▸ SUPPLIED ENTRIES
--

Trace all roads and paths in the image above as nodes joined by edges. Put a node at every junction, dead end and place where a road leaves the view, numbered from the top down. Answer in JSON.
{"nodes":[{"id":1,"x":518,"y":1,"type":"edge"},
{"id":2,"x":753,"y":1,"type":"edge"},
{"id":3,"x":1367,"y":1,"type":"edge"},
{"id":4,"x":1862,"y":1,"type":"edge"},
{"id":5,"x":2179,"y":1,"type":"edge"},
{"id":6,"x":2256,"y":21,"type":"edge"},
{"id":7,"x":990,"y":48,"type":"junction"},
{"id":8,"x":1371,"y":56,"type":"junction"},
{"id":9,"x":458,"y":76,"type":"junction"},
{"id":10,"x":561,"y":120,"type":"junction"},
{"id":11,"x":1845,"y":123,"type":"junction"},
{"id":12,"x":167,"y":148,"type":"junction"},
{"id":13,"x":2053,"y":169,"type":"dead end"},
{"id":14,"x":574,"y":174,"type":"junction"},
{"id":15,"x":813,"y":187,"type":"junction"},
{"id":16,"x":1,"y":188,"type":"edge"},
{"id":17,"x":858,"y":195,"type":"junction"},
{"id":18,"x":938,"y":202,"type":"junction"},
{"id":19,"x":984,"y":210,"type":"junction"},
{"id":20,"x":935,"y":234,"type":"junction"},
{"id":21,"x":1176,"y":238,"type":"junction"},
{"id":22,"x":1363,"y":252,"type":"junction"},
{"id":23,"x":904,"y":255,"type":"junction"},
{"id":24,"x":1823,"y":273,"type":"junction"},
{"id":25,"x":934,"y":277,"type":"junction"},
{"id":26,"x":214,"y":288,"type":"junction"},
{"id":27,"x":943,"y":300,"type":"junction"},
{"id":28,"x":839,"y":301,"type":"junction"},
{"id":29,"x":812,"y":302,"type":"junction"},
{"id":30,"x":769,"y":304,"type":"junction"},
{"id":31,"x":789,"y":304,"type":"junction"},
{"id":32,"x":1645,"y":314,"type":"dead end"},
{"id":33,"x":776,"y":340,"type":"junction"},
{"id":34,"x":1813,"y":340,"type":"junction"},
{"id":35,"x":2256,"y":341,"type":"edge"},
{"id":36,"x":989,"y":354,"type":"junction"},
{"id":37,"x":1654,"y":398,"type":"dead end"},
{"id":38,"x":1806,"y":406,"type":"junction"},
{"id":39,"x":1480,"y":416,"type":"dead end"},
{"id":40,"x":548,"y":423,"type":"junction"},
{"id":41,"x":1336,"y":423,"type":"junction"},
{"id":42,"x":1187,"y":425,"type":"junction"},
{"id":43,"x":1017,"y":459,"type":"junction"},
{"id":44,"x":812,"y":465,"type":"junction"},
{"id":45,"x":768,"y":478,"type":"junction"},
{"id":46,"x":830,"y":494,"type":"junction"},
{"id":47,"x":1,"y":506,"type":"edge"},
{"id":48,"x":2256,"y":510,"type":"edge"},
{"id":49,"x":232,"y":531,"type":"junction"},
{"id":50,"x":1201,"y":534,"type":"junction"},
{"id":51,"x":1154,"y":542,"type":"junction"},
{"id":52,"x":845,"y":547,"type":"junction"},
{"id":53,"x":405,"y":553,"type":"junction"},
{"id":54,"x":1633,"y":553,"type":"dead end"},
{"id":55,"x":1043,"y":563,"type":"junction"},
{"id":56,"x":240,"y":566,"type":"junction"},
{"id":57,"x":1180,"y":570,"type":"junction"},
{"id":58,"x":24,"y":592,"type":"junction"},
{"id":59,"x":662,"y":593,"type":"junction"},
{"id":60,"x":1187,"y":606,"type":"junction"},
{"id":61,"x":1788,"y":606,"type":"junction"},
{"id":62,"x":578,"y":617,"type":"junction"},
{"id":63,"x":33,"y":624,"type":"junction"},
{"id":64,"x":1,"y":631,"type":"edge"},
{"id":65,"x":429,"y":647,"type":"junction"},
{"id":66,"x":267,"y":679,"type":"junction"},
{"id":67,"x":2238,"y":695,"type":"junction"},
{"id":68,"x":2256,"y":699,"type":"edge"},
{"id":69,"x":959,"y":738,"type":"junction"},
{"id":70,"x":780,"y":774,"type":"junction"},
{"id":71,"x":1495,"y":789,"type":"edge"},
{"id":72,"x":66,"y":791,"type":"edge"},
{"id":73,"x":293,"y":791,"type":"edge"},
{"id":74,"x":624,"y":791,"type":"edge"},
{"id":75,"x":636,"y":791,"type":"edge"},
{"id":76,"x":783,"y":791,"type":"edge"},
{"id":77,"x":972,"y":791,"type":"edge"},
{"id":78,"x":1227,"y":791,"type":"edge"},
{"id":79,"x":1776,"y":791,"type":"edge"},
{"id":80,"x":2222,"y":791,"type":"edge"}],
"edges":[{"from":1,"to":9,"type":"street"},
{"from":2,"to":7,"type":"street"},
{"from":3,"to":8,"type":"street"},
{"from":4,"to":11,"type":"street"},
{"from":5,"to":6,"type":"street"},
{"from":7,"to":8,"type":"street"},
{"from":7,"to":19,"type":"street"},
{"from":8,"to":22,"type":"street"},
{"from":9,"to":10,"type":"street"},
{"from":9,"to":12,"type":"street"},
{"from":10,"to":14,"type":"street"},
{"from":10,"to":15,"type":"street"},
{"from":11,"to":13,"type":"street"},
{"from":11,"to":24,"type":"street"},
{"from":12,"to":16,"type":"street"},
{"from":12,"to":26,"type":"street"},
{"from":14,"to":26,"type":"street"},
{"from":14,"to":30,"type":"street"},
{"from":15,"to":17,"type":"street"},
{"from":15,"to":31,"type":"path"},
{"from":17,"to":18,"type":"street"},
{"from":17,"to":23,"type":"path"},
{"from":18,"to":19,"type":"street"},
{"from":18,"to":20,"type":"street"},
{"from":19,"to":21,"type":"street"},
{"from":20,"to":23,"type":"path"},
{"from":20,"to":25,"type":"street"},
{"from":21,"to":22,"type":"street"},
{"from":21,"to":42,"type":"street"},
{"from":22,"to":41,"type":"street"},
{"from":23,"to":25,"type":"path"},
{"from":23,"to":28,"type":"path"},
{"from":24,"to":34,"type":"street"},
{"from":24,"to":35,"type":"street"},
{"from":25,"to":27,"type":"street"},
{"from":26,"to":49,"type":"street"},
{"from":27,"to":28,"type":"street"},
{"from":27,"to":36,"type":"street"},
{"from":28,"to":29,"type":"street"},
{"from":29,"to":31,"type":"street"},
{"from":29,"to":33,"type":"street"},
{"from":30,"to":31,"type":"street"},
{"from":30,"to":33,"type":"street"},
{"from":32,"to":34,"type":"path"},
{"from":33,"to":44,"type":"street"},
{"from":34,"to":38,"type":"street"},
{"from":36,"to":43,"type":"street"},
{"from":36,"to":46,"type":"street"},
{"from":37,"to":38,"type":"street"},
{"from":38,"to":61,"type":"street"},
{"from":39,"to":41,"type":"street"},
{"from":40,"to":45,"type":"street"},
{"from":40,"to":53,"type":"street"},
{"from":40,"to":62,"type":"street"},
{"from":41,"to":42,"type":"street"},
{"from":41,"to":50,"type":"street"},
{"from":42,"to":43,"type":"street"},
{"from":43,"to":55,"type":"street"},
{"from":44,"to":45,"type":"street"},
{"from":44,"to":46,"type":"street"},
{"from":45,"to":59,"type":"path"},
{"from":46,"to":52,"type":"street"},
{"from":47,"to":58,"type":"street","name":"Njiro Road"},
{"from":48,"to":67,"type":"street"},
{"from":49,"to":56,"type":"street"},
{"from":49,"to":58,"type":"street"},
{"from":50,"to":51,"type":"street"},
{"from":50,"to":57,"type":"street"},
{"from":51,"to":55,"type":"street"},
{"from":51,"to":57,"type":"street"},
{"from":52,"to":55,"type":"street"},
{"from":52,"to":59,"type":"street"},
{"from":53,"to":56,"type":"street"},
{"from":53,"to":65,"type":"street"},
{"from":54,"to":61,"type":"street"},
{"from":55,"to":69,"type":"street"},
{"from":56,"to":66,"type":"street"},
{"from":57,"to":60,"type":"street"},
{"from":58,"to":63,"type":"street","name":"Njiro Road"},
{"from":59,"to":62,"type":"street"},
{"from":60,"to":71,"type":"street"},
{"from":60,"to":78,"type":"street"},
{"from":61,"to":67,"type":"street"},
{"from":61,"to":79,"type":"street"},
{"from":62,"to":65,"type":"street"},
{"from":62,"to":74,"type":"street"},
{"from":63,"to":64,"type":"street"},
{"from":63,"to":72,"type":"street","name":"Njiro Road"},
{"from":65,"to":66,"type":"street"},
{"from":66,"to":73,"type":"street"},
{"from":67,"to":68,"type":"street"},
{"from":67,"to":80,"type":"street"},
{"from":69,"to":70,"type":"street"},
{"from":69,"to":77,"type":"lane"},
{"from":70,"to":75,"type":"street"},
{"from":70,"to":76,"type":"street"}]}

--

▸ EXERCISE GOAL
Show every line from the listing that contains "name".

▸ SOLUTION TO THE PROBLEM
{"from":47,"to":58,"type":"street","name":"Njiro Road"},
{"from":58,"to":63,"type":"street","name":"Njiro Road"},
{"from":63,"to":72,"type":"street","name":"Njiro Road"},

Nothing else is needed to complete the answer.